I mentioned previously that I’d installed the Meebo sidebar widget in order to experiment in providing a real-time chat facility on this blog. I’ve now made use of it and can report on the findings.
In order to use Meebo I need to go to the Meebo Web site and log in. This provides me with a Web-based client for accessing a variety of instant messaging services, such as MSN and Yahoo Messenger, Jabber, etc. It addition it provides me with an environment for talking to readers of this blog’s Web site. Interestingly the first think I notice in my Meebo window in my Web browser is a list of the current viewers of the blog, as illustrated. However as I just see a random user name I don’t know who the users are (although I guess I could type in “Boo!” – which might cause readers to jump).

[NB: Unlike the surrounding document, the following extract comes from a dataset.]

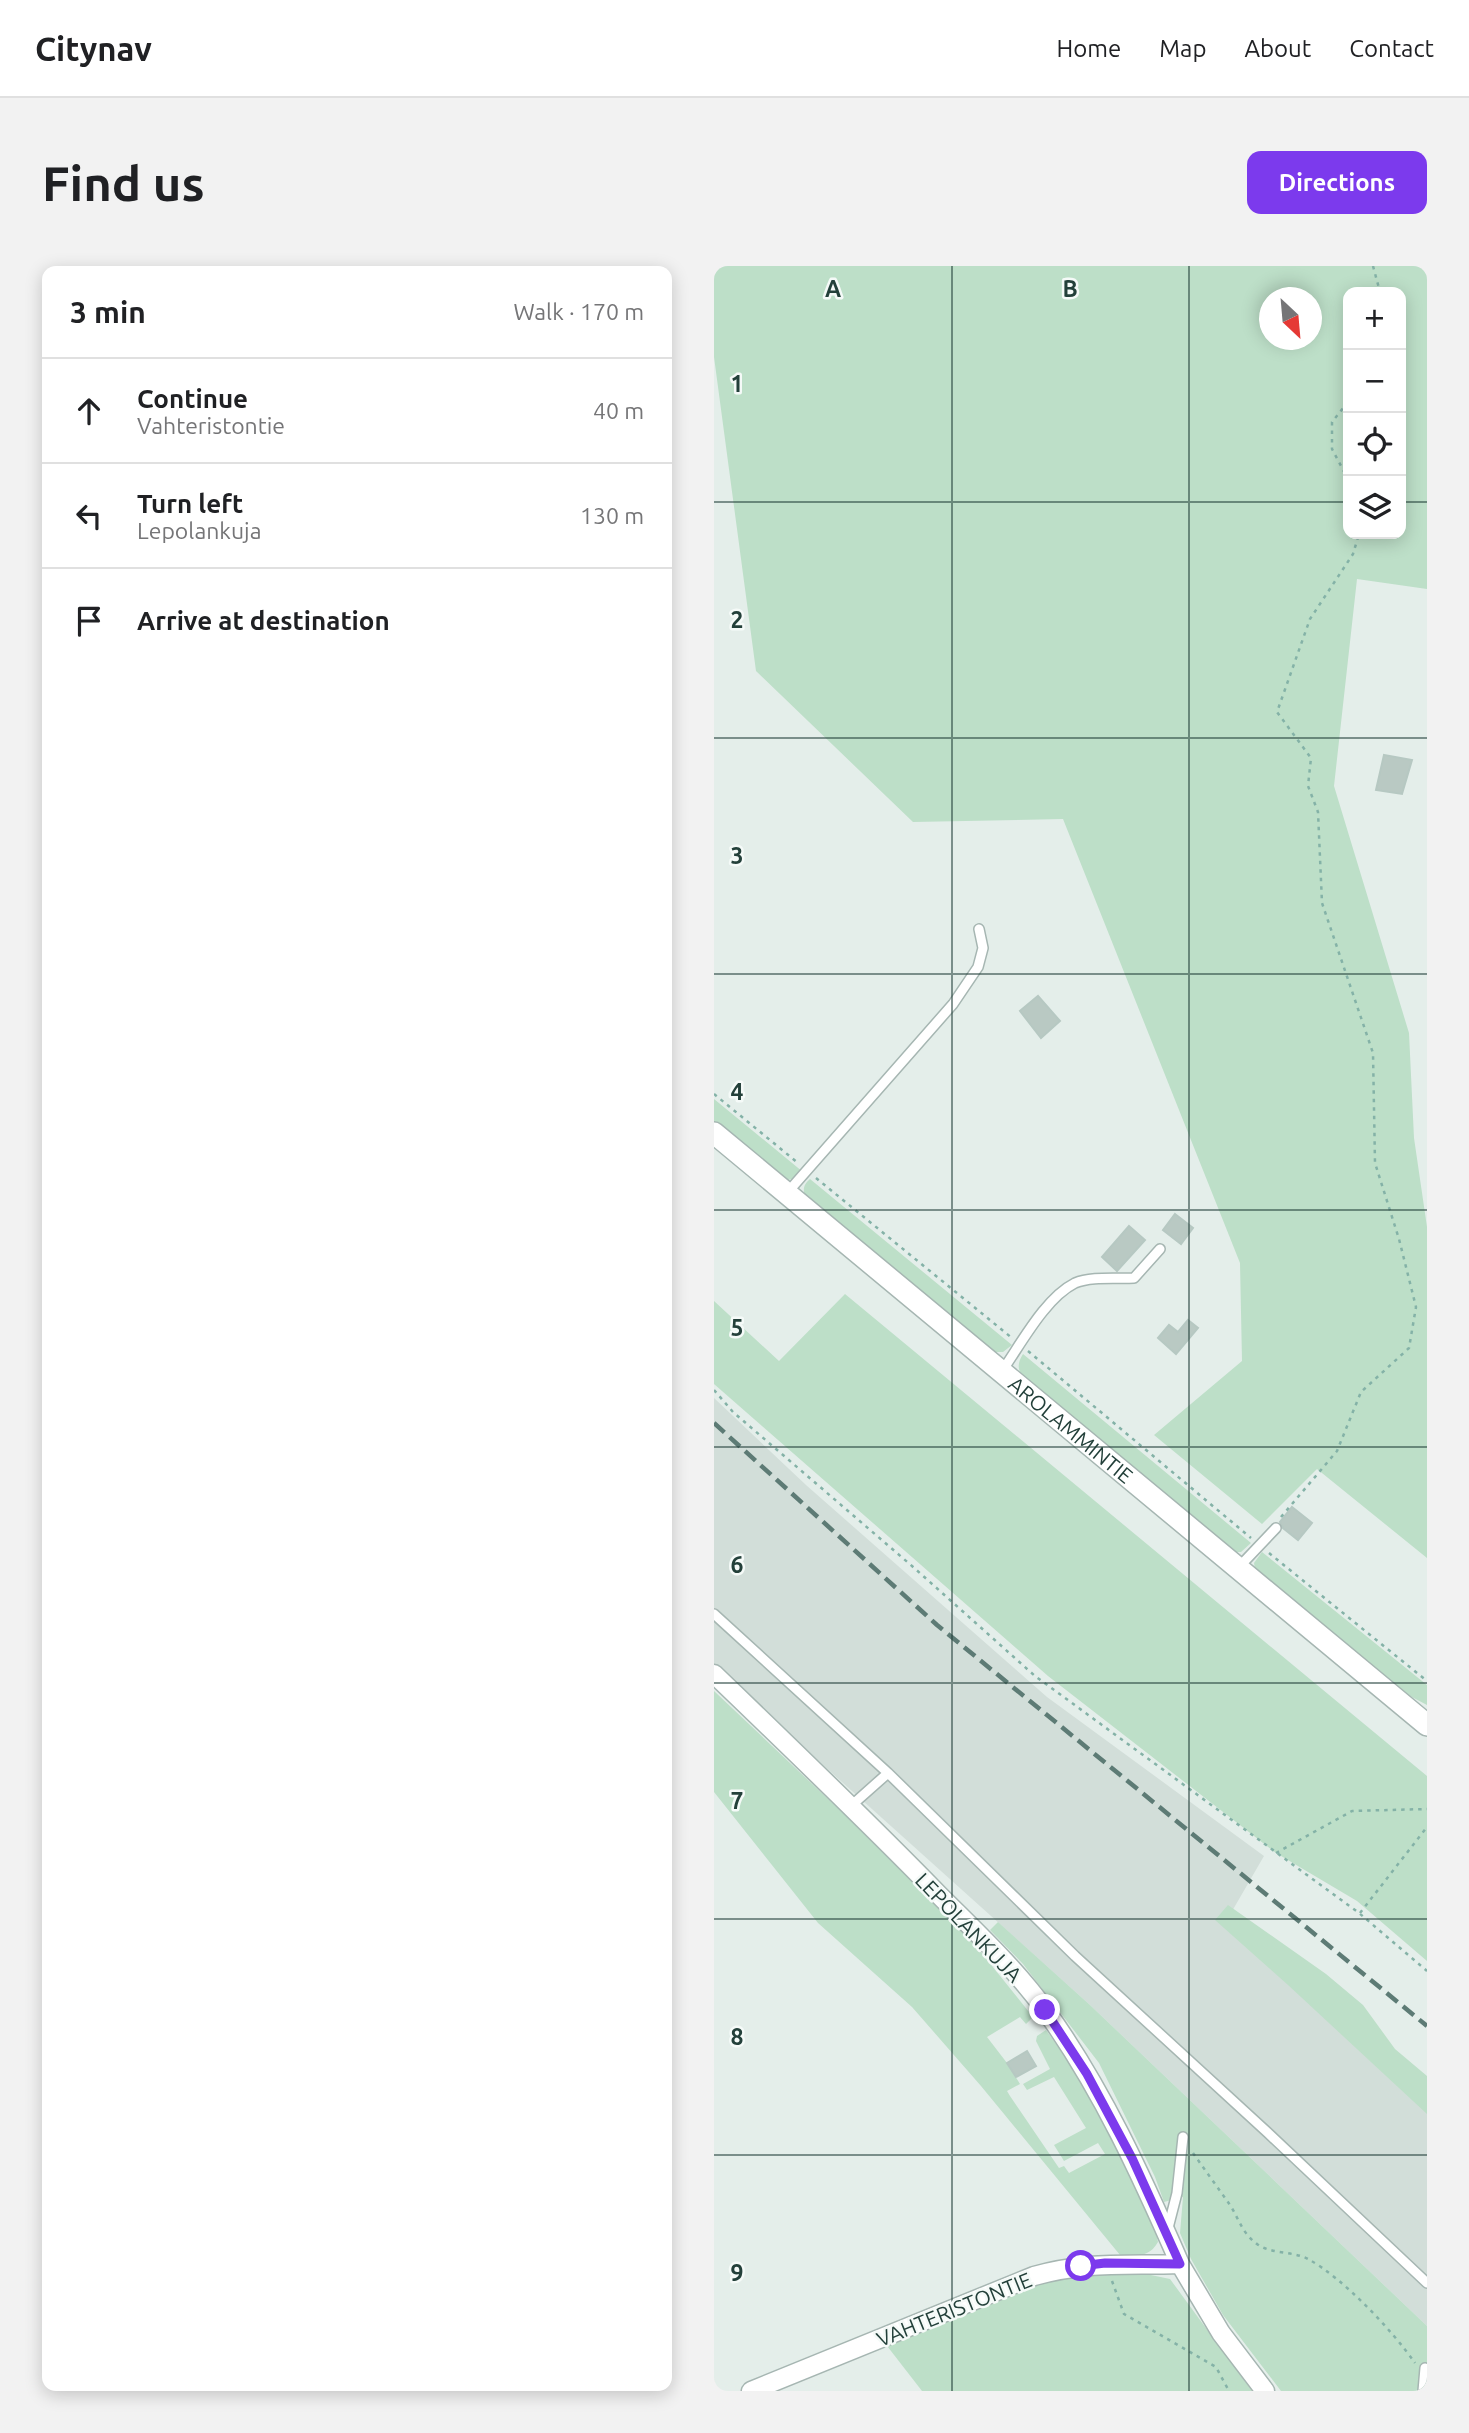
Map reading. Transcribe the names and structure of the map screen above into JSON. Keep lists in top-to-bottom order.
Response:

ordering zithromax online with a blog reader using Meebo” width=”305″ height=”420″ align=”right” />Normally a reader of my blog would type something in to the Meebo sidebar widget, which would case my PC to beep, and the Meebo window task bar to flash, indicating that I’d received a message. I can then chat to the remote users (and if they’ve given their name, I’ll know whom I’m chatting with – as long as they’ve been honest, of course).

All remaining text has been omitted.